Mas os impactos vão além da frustração pessoal e tristeza de cada brincante. A paralisação das quadrilhas juninas também causa um forte impacto econômico em suas comunidades. Cada grupo movimenta uma cadeia produtiva que envolve os mais diversos profissionais, como costureiras, maquiadores, coreógrafos, marceneiros, designers, músicos, cabeleireiros e soldadores, entre outros. Os próprios ensaios, que acabam sendo verdadeiros eventos, e as festas, geram renda, de maneira direta e indireta, com a comercialização de alimentos e bebidas, entre outros. “A gente tem um peso enorme no comércio do grande Recife em relação ao material que a quadrilha usa. Tem quadrilhas que usam 100 mil reais em material então, tudo isso tá parado”, diz Michelly.
Alavantú
Parar o sonho de um ano inteiro, de maneira tão abrupta e ainda por cima, diante do contexto de uma pandemia como esta, pode repercutir seriamente na saúde mental de uma pessoa. O psicólogo Claudio Marinho de Albuquerque fala sobre os problemas que esse momento podem gerar e como é possível atravessá-lo de forma mais saudável.
Preparar para o viva
Michelly Miguel é presidente da Fequajupe e da Unej. Foto: Cortesia.
Para minimizar o sofrimento, e a falta que o ciclo junino já está fazendo entre os quadrilheiros, as redes sociais serão fortes aliadas. “Com certeza (vai haver) muitas postagens, muitas lives, deve acontecer muita coisa pra tentar acalentar o coração, pra gente não perder a esperança”, diz o marcador da Lumiar, Fabio. Essas coisas já vêm sim, acontecendo, como a exibição de pré-juninos passados e lives nas redes da Fequajupe. Em junho, o canal no YouTube da federação terá uma programação especial, inclusive com um seminário online e um workshop para os amantes da cultura junina.
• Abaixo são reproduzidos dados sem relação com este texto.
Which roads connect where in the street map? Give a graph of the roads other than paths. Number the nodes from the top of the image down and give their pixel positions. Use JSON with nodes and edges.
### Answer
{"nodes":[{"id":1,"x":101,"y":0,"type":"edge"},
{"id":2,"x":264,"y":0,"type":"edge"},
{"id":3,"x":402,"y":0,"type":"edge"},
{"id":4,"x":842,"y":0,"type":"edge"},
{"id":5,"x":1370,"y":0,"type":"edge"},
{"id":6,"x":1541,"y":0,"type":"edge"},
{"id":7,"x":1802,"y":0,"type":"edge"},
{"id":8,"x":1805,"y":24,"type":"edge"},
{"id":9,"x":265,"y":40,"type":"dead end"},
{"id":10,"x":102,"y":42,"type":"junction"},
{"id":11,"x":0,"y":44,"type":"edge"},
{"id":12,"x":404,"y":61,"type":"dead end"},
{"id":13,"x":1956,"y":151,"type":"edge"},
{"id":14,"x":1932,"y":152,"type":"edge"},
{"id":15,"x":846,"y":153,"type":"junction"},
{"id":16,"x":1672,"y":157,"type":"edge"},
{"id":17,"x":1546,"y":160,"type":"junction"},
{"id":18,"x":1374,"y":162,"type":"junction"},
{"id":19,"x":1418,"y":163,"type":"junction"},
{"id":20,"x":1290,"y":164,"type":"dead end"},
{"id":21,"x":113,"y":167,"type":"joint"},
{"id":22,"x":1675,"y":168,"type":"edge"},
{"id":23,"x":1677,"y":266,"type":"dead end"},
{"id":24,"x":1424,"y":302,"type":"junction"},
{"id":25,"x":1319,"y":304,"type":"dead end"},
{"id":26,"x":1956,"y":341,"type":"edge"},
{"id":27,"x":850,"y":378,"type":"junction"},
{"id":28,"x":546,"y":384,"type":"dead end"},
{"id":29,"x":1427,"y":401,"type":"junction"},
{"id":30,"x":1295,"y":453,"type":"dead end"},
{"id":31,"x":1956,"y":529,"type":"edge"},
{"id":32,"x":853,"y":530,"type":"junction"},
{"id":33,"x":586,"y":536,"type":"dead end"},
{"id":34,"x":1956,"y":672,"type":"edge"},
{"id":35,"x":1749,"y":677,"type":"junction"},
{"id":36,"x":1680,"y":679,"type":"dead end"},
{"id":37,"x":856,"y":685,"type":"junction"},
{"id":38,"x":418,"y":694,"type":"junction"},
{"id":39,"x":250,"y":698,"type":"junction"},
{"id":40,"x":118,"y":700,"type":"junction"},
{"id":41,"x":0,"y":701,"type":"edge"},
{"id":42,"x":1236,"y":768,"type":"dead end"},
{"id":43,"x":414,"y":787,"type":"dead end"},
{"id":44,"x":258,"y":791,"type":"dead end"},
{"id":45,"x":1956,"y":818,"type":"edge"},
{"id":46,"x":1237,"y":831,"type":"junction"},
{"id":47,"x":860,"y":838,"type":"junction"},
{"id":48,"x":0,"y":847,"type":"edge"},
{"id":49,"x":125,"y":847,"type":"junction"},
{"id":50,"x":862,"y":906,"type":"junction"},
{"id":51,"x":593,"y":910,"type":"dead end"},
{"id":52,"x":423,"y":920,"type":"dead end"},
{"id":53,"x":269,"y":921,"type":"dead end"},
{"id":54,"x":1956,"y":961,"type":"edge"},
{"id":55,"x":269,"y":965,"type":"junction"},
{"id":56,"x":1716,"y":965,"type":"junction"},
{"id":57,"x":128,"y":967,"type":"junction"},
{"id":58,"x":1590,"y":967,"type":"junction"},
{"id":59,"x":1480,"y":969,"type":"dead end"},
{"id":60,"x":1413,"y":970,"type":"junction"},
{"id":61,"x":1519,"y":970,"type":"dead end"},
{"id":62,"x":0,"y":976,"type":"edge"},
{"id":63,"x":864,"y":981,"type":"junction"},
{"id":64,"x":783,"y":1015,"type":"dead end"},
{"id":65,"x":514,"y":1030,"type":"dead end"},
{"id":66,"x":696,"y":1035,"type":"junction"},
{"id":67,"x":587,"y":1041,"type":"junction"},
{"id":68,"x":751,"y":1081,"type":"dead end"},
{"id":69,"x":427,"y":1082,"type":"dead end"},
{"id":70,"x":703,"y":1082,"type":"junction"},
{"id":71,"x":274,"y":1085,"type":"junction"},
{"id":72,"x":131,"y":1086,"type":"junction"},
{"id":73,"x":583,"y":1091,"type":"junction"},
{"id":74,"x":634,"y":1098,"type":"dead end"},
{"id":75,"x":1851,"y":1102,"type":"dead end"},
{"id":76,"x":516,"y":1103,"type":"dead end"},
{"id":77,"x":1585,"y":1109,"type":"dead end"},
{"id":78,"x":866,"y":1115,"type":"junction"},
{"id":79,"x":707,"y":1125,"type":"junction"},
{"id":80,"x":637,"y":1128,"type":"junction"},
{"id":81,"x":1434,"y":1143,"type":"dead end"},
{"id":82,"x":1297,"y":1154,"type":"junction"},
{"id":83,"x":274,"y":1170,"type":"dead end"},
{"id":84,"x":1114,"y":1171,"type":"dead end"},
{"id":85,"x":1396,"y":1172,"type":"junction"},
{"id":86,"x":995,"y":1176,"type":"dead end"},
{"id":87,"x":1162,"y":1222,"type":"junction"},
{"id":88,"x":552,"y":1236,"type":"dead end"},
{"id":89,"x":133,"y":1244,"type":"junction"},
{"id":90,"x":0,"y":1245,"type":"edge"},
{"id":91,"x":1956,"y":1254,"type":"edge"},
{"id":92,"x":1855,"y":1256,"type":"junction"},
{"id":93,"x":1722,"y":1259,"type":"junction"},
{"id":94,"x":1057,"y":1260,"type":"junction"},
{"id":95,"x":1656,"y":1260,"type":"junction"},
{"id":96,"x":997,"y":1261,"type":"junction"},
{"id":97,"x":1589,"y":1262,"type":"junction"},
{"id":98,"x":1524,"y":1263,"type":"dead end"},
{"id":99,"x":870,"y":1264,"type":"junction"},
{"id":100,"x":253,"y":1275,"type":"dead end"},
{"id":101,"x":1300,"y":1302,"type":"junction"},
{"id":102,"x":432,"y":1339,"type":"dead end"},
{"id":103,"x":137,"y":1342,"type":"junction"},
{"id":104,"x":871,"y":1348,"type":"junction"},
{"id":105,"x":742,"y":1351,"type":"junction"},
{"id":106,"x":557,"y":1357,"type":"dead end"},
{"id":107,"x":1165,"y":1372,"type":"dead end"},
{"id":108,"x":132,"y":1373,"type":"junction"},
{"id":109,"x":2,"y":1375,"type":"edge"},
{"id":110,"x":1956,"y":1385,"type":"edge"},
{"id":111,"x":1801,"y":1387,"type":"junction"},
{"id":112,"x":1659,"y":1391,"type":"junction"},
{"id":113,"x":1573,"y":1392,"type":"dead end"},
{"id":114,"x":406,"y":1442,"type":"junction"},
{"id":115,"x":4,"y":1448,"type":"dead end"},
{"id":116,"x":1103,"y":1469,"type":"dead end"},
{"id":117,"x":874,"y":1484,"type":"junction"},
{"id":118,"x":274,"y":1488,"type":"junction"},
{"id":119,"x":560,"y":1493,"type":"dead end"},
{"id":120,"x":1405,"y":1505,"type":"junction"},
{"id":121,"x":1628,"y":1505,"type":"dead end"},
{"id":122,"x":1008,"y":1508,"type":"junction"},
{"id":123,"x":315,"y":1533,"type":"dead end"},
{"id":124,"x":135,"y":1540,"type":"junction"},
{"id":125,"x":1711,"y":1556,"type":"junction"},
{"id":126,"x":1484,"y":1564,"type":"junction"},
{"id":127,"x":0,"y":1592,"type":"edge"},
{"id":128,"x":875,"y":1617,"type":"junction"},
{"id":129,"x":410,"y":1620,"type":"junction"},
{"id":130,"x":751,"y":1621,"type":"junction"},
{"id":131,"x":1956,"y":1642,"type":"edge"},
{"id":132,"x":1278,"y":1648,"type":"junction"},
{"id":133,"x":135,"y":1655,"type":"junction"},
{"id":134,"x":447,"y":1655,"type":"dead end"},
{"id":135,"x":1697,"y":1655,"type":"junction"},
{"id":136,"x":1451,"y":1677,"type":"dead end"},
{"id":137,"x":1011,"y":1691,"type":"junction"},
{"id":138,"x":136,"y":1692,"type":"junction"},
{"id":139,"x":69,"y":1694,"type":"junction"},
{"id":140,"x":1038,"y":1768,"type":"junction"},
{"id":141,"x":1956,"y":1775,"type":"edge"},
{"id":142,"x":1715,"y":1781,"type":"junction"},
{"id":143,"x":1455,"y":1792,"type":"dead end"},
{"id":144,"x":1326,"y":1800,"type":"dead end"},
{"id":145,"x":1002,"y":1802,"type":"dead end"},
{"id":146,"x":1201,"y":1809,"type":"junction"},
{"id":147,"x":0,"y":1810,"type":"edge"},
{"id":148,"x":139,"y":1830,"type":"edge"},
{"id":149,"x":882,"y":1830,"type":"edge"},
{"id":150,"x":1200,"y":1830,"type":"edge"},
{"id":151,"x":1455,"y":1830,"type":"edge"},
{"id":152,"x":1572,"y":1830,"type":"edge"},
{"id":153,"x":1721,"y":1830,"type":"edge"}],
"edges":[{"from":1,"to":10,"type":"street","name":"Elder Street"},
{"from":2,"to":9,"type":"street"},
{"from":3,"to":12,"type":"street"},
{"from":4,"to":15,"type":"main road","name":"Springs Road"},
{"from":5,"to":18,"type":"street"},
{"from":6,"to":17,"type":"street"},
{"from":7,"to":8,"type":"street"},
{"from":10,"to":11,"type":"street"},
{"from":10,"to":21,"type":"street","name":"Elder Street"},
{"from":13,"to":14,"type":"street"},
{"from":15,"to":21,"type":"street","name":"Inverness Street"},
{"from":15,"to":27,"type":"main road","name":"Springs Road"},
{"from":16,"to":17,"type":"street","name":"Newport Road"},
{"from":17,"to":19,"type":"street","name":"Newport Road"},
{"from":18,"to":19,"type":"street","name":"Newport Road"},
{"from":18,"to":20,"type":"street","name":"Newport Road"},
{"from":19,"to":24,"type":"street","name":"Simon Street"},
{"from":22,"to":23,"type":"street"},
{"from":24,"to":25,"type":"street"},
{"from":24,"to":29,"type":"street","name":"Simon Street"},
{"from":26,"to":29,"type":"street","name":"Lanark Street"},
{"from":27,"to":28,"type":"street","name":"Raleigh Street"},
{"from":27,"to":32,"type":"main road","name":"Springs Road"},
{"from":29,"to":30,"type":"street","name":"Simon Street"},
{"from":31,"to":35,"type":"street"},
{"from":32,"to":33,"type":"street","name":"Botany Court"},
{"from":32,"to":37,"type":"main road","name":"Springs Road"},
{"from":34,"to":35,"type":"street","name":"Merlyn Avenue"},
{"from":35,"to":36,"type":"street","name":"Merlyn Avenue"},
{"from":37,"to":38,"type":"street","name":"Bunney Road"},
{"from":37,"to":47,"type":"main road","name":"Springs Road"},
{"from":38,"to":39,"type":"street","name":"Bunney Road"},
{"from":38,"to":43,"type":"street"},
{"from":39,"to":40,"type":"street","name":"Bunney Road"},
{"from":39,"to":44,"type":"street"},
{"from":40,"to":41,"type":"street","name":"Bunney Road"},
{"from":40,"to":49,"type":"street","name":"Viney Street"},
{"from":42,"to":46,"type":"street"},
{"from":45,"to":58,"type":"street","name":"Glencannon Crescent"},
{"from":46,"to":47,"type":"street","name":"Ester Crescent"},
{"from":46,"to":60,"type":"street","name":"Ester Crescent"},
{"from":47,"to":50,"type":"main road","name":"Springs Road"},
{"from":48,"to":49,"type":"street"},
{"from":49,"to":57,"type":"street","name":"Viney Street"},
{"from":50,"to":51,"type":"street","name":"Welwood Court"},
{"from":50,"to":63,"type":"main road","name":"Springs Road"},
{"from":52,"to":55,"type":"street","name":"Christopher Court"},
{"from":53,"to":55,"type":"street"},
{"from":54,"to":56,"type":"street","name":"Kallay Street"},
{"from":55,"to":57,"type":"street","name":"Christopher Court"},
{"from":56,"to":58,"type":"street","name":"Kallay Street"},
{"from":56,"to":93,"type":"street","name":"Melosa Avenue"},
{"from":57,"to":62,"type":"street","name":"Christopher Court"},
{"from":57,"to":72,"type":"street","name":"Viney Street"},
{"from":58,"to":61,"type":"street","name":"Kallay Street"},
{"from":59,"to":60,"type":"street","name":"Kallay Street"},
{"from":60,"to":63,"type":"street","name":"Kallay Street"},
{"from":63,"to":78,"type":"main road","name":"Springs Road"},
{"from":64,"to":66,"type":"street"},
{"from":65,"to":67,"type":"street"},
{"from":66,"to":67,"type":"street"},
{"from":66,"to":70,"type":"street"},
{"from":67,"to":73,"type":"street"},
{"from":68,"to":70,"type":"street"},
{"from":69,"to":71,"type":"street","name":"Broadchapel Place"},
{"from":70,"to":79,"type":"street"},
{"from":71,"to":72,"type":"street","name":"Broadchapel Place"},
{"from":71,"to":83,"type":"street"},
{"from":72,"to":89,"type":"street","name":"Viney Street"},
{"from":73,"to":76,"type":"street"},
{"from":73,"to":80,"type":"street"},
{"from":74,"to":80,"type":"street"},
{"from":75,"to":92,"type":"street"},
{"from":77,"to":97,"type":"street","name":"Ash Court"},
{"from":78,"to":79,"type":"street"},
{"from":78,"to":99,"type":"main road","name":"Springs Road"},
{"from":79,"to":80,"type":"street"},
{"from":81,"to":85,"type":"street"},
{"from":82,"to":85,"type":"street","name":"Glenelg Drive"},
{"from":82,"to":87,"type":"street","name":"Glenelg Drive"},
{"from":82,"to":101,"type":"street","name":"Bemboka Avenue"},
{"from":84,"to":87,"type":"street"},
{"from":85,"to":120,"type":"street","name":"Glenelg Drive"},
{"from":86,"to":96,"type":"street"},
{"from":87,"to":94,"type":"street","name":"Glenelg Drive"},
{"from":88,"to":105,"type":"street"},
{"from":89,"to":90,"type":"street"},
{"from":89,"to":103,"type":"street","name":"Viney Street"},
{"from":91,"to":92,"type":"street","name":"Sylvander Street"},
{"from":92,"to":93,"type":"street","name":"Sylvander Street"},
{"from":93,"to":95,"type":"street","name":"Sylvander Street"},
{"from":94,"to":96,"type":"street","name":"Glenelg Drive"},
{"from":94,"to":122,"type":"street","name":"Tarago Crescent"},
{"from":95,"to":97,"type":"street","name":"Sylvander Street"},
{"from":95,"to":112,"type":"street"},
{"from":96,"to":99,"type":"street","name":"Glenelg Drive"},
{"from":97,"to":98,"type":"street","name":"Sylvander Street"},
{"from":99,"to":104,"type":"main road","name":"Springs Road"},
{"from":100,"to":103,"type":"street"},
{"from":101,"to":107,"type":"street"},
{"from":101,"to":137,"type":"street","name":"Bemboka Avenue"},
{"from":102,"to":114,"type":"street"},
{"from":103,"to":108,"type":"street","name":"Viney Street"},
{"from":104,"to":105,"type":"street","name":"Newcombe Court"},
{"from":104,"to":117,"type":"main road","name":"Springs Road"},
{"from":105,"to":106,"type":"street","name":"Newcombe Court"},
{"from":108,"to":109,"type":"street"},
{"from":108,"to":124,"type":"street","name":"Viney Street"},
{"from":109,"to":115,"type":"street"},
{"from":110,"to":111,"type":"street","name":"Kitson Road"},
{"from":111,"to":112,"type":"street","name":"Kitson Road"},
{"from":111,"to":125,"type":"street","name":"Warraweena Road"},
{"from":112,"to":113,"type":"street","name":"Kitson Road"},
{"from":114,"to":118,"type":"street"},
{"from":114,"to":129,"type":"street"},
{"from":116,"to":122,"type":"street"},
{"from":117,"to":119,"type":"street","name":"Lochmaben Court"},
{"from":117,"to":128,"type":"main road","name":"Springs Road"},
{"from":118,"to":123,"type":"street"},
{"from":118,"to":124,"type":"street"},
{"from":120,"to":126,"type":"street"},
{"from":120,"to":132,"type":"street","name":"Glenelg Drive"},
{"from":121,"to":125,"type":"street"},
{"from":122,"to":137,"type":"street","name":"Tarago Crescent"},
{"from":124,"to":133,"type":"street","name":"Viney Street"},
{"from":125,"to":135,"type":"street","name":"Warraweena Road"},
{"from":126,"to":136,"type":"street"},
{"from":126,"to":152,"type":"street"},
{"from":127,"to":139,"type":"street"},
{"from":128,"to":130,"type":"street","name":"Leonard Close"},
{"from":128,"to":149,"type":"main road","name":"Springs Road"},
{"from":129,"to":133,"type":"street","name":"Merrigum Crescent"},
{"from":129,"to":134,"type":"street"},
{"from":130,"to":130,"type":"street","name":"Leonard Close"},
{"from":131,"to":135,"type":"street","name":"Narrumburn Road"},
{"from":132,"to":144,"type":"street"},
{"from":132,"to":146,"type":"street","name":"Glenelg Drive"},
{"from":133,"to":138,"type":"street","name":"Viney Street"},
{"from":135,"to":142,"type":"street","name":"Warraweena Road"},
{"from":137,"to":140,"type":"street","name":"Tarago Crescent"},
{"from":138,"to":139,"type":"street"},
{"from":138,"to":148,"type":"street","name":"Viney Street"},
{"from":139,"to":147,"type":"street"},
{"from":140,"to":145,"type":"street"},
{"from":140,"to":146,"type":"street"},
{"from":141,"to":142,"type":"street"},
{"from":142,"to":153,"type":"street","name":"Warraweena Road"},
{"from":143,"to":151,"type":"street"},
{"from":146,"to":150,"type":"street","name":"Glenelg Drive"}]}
O ano de 2020 ficará marcado na memória de cada quadrilheiro e quadrilheira como um período duro e triste, mas certamente, as lembranças não serão mais fortes do que o amor que cada um deles tem por sua quadrilha e por essa tradição nordestina tão forte em nossa cultura. É o que se pode sentir pela fala de Fabio: “Nós somos muito apaixonados pelo que fazemos, é muito visceral, é de dentro pra fora. A vontade, o desejo que 2021 chegue rápido são conversas que acontecem diariamente. Isso tá acontecendo no movimento todo. Acredito que quando isso passar, que a gente tiver oportunidade de voltar, a coisa vai ser muito linda, vai ser muito forte. Vai ser uma festa linda, o quadrilheiro vai delirar, ele vai levar alegria pro mundo”.